### THE PROBLEM
Would you please restate all of the entries exactly, apart from the pictures?

### DATA TO EXAMINE

---

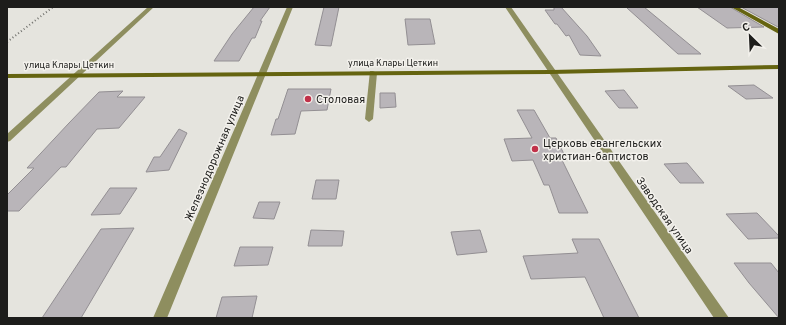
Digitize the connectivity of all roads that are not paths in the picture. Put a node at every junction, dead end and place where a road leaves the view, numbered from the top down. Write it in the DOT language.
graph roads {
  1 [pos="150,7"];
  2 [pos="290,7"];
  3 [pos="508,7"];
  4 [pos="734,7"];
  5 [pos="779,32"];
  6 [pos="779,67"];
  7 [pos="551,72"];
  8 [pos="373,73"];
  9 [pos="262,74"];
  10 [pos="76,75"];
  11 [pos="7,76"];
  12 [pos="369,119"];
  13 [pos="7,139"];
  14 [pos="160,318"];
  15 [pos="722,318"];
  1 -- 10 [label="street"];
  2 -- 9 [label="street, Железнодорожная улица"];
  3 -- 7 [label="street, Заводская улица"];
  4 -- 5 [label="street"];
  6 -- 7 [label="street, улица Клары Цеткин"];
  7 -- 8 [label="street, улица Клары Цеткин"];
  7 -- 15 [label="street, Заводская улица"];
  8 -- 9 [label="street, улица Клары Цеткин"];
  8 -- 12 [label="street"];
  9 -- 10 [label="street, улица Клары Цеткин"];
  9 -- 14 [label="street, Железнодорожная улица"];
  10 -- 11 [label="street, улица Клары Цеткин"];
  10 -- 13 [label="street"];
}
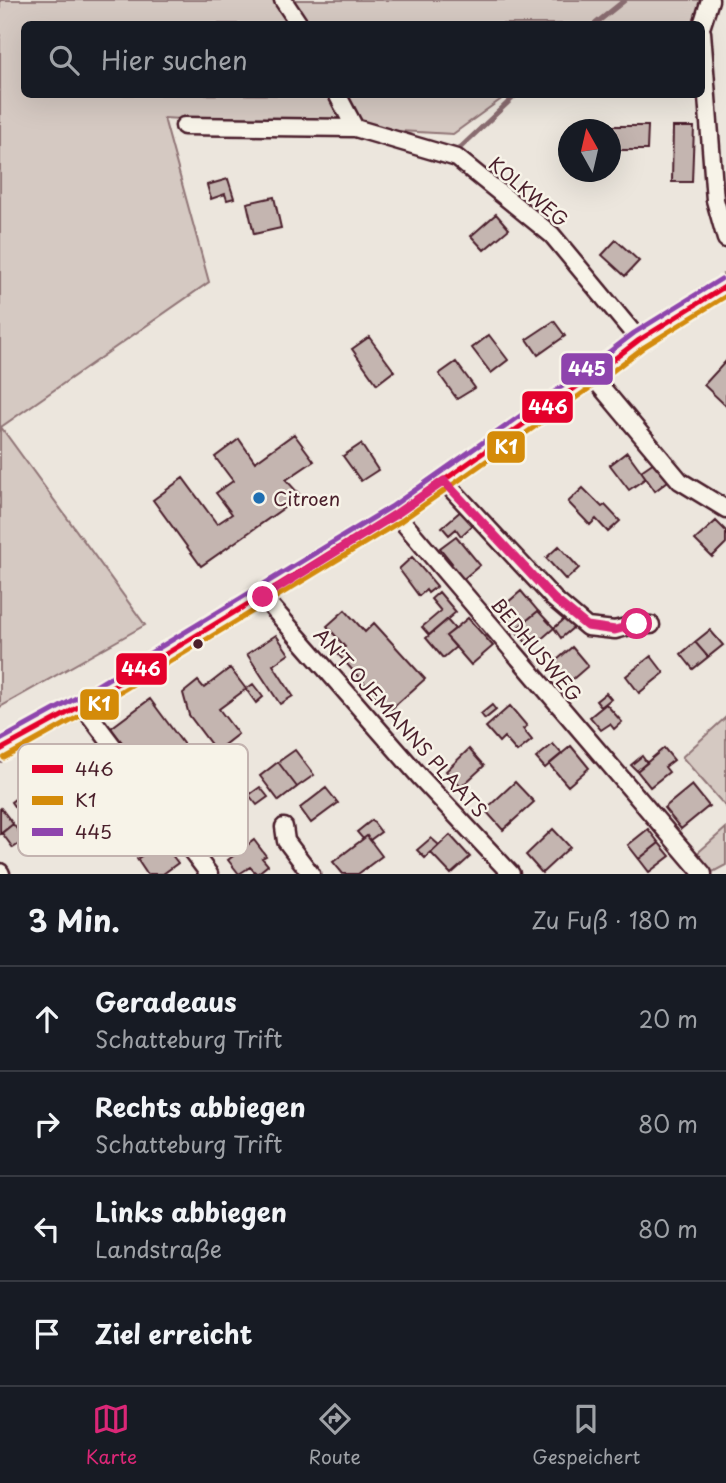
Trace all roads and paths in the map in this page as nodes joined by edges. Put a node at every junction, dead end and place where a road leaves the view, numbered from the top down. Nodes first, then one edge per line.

---

### EXERCISE ANSWER
Digitize the connectivity of all roads that are not paths in the picture. Put a node at every junction, dead end and place where a road leaves the view, numbered from the top down. Write it in the DOT language.
graph roads {
  1 [pos="150,7"];
  2 [pos="290,7"];
  3 [pos="508,7"];
  4 [pos="734,7"];
  5 [pos="779,32"];
  6 [pos="779,67"];
  7 [pos="551,72"];
  8 [pos="373,73"];
  9 [pos="262,74"];
  10 [pos="76,75"];
  11 [pos="7,76"];
  12 [pos="369,119"];
  13 [pos="7,139"];
  14 [pos="160,318"];
  15 [pos="722,318"];
  1 -- 10 [label="street"];
  2 -- 9 [label="street, Железнодорожная улица"];
  3 -- 7 [label="street, Заводская улица"];
  4 -- 5 [label="street"];
  6 -- 7 [label="street, улица Клары Цеткин"];
  7 -- 8 [label="street, улица Клары Цеткин"];
  7 -- 15 [label="street, Заводская улица"];
  8 -- 9 [label="street, улица Клары Цеткин"];
  8 -- 12 [label="street"];
  9 -- 10 [label="street, улица Клары Цеткин"];
  9 -- 14 [label="street, Железнодорожная улица"];
  10 -- 11 [label="street, улица Клары Цеткин"];
  10 -- 13 [label="street"];
}
Trace all roads and paths in the map in this page as nodes joined by edges. Put a node at every junction, dead end and place where a road leaves the view, numbered from the top down. Nodes first, then one edge per line.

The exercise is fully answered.